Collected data
^^^^^^^^^^^^^^^^
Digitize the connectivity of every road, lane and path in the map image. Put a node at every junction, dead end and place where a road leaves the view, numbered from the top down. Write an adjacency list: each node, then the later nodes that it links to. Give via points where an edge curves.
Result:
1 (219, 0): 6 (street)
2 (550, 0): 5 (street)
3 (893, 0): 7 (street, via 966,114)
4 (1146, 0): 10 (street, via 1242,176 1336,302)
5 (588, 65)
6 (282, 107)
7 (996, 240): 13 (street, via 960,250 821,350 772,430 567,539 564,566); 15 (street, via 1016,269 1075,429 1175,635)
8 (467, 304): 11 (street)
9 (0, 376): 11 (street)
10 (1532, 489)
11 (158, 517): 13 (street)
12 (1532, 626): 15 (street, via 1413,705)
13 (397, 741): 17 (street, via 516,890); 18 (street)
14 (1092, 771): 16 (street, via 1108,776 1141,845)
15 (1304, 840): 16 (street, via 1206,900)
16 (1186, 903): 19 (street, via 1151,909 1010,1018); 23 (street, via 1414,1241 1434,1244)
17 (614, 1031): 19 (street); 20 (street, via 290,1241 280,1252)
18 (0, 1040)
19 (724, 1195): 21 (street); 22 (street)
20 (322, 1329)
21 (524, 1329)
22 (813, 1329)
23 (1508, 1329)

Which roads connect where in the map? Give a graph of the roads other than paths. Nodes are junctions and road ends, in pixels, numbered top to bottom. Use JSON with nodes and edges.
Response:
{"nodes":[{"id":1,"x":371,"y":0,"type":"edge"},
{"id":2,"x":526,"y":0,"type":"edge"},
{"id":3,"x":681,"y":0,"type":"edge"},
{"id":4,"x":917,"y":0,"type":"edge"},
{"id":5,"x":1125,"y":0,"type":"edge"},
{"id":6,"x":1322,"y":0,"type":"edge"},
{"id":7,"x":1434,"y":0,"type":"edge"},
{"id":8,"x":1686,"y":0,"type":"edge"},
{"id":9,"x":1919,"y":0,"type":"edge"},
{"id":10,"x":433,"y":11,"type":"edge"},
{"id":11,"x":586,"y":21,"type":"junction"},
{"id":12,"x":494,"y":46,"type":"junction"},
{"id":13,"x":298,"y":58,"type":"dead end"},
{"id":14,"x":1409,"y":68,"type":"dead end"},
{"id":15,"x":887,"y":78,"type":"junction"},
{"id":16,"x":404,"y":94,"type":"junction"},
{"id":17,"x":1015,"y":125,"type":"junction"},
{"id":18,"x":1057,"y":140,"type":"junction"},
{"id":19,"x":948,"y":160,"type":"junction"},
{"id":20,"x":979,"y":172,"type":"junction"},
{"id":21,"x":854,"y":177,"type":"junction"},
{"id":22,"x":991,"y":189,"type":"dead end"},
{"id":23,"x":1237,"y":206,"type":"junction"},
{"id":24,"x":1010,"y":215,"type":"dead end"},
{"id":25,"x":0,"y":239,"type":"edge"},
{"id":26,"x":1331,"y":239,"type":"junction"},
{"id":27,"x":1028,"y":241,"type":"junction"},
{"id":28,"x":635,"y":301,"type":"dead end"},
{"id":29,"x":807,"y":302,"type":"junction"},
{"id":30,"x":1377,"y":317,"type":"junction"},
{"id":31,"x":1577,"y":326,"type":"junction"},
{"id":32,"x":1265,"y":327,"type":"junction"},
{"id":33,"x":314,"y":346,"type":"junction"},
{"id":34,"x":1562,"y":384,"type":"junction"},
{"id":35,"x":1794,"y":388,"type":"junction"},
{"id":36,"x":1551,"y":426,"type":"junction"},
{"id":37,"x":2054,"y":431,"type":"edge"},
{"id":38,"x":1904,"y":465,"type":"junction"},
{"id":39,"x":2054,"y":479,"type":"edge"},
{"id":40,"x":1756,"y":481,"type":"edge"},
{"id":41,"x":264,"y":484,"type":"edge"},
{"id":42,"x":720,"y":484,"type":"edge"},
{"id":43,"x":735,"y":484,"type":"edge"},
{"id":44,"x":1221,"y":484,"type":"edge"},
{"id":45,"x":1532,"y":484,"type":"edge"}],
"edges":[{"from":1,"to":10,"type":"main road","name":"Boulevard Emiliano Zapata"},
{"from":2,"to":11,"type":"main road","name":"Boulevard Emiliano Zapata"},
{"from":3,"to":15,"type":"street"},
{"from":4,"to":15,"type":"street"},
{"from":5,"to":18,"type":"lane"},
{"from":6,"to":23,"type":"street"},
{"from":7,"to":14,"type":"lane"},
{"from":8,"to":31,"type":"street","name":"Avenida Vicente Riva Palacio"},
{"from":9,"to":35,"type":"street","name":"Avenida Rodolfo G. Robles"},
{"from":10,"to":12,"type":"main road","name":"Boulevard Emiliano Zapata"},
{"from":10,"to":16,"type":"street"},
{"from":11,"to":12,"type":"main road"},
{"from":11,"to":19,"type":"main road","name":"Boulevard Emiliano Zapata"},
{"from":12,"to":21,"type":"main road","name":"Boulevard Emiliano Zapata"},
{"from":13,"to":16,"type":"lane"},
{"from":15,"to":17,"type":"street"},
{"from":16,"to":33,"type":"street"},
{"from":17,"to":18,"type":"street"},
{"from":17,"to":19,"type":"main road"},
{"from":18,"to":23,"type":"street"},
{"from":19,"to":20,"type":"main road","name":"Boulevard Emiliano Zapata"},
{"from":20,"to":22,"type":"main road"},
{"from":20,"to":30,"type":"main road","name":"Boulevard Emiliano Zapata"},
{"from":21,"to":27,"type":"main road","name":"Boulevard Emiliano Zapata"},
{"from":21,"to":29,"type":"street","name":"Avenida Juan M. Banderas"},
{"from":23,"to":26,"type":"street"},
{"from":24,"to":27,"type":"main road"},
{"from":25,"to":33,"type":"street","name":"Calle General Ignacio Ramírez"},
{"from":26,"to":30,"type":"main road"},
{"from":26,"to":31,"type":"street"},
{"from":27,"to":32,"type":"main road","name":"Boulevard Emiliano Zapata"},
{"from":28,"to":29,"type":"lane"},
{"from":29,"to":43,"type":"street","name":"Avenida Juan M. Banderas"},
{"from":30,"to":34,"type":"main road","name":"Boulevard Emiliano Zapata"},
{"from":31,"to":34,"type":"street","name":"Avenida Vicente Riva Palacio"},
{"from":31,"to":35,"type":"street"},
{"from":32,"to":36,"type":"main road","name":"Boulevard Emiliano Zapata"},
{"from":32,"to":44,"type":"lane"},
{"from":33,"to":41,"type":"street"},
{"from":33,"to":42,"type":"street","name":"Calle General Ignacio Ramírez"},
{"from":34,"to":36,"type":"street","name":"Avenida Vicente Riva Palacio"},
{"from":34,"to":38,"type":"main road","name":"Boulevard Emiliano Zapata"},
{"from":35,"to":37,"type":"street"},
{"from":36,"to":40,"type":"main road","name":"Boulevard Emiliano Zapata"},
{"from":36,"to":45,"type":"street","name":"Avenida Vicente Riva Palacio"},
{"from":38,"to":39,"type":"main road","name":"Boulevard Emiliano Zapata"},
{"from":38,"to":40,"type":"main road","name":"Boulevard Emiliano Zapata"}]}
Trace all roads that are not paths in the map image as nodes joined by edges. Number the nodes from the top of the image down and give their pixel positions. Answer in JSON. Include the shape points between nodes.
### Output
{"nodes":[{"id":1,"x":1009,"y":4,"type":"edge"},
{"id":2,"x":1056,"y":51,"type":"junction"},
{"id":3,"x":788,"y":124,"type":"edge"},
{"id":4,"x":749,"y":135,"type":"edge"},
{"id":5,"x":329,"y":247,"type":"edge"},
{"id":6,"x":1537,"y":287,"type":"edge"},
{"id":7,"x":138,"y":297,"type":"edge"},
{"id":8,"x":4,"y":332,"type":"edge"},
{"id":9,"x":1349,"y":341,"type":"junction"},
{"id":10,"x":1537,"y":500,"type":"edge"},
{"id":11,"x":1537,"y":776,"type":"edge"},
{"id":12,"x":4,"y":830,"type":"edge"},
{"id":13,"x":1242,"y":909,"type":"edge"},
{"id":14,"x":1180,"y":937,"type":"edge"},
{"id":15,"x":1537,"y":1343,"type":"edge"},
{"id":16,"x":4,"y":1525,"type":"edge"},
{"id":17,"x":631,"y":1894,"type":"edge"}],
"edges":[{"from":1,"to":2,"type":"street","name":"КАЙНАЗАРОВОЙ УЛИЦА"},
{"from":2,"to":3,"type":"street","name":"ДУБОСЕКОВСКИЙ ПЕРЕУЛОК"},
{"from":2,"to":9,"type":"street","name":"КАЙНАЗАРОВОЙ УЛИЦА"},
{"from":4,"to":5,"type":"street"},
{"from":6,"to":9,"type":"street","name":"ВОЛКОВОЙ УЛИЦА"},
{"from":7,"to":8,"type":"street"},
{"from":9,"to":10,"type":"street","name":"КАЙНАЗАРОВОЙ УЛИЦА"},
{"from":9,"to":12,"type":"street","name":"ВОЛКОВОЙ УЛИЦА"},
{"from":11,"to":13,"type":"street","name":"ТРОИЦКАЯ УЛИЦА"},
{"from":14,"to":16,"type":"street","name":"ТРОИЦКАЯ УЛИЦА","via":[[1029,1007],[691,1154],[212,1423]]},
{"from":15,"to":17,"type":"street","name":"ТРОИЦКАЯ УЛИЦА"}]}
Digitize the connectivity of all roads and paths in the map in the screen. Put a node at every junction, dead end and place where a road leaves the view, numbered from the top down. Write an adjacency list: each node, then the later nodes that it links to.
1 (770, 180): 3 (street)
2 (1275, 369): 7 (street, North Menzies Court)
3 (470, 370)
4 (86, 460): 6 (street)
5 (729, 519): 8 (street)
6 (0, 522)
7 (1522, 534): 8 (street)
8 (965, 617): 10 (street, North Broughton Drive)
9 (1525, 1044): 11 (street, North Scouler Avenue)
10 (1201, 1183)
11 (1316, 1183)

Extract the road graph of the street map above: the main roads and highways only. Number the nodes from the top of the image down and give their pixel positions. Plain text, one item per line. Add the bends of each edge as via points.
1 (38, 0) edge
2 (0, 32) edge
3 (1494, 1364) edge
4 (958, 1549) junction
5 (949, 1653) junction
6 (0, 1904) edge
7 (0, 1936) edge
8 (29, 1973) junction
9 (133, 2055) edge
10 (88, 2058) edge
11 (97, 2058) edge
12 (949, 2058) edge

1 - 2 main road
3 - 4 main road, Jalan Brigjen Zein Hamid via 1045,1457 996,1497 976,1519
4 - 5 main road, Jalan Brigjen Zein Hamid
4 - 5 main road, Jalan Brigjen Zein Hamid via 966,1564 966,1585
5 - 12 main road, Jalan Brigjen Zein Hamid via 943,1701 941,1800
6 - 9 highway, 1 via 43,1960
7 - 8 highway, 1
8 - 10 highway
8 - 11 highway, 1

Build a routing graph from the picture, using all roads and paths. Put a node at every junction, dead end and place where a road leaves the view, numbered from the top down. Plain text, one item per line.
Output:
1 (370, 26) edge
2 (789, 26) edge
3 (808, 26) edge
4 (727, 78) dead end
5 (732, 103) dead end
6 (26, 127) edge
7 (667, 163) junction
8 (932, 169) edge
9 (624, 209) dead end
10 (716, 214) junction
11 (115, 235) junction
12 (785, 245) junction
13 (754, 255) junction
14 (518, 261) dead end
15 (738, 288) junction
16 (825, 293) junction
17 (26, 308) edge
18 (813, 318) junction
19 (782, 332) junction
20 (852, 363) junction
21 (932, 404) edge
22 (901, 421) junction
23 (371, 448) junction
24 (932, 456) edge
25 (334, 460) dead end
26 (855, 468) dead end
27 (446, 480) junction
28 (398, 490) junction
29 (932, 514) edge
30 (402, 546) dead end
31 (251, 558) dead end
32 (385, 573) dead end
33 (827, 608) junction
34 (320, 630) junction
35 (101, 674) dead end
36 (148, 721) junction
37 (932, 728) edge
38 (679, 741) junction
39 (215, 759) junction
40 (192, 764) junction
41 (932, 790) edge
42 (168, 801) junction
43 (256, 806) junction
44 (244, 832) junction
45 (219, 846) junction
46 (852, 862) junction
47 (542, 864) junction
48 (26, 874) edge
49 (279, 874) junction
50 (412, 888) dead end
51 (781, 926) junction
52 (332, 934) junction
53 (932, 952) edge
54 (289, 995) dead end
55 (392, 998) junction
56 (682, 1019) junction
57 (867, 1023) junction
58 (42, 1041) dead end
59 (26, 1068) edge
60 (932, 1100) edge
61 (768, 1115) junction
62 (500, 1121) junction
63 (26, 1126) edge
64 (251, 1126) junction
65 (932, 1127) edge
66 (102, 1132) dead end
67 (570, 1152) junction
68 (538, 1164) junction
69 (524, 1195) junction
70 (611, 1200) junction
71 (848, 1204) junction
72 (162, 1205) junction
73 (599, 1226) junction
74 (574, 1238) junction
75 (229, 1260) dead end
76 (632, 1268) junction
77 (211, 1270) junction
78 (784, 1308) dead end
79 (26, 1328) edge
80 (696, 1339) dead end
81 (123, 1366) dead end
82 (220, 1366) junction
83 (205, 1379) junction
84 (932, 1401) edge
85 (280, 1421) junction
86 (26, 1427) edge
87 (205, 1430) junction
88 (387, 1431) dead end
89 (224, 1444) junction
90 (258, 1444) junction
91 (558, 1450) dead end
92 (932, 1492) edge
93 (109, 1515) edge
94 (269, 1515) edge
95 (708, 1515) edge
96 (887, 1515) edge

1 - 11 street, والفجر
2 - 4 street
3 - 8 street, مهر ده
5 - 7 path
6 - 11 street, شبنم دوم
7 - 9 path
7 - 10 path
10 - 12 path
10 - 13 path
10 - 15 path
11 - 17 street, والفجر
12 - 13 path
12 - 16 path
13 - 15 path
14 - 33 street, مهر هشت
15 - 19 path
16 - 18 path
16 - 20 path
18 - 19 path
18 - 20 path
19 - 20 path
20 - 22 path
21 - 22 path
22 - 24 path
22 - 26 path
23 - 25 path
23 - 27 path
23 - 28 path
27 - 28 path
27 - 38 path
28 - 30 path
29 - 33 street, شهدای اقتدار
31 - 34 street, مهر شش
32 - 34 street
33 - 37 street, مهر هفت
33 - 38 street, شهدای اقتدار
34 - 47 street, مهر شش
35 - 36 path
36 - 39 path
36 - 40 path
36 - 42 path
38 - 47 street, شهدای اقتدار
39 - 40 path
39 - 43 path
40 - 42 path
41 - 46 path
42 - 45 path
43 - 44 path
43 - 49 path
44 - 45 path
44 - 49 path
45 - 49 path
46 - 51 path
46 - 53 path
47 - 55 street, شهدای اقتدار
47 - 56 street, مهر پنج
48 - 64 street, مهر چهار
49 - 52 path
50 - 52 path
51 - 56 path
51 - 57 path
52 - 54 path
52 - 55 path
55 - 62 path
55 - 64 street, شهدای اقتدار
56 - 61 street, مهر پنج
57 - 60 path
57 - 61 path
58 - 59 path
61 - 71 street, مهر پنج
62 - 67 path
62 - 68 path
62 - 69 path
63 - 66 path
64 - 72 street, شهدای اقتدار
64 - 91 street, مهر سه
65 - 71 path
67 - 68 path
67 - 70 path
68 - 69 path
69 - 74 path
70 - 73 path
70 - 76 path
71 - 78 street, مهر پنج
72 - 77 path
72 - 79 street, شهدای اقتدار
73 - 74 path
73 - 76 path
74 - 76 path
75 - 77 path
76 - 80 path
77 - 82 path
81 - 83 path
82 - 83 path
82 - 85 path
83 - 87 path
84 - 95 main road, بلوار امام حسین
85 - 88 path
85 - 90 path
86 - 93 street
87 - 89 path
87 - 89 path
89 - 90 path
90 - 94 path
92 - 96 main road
^^^^^^^^^^^^^^^^
▶ [Work instructions] Please return only the lines above, starting at the line that has "Digitize the connectivity of all" and ending at the line that has "Build a routing", keeping both and leaving each one unchanged.

▶ [Answer section]
Digitize the connectivity of all roads and paths in the map in the screen. Put a node at every junction, dead end and place where a road leaves the view, numbered from the top down. Write an adjacency list: each node, then the later nodes that it links to.
1 (770, 180): 3 (street)
2 (1275, 369): 7 (street, North Menzies Court)
3 (470, 370)
4 (86, 460): 6 (street)
5 (729, 519): 8 (street)
6 (0, 522)
7 (1522, 534): 8 (street)
8 (965, 617): 10 (street, North Broughton Drive)
9 (1525, 1044): 11 (street, North Scouler Avenue)
10 (1201, 1183)
11 (1316, 1183)

Extract the road graph of the street map above: the main roads and highways only. Number the nodes from the top of the image down and give their pixel positions. Plain text, one item per line. Add the bends of each edge as via points.
1 (38, 0) edge
2 (0, 32) edge
3 (1494, 1364) edge
4 (958, 1549) junction
5 (949, 1653) junction
6 (0, 1904) edge
7 (0, 1936) edge
8 (29, 1973) junction
9 (133, 2055) edge
10 (88, 2058) edge
11 (97, 2058) edge
12 (949, 2058) edge

1 - 2 main road
3 - 4 main road, Jalan Brigjen Zein Hamid via 1045,1457 996,1497 976,1519
4 - 5 main road, Jalan Brigjen Zein Hamid
4 - 5 main road, Jalan Brigjen Zein Hamid via 966,1564 966,1585
5 - 12 main road, Jalan Brigjen Zein Hamid via 943,1701 941,1800
6 - 9 highway, 1 via 43,1960
7 - 8 highway, 1
8 - 10 highway
8 - 11 highway, 1

Build a routing graph from the picture, using all roads and paths. Put a node at every junction, dead end and place where a road leaves the view, numbered from the top down. Plain text, one item per line.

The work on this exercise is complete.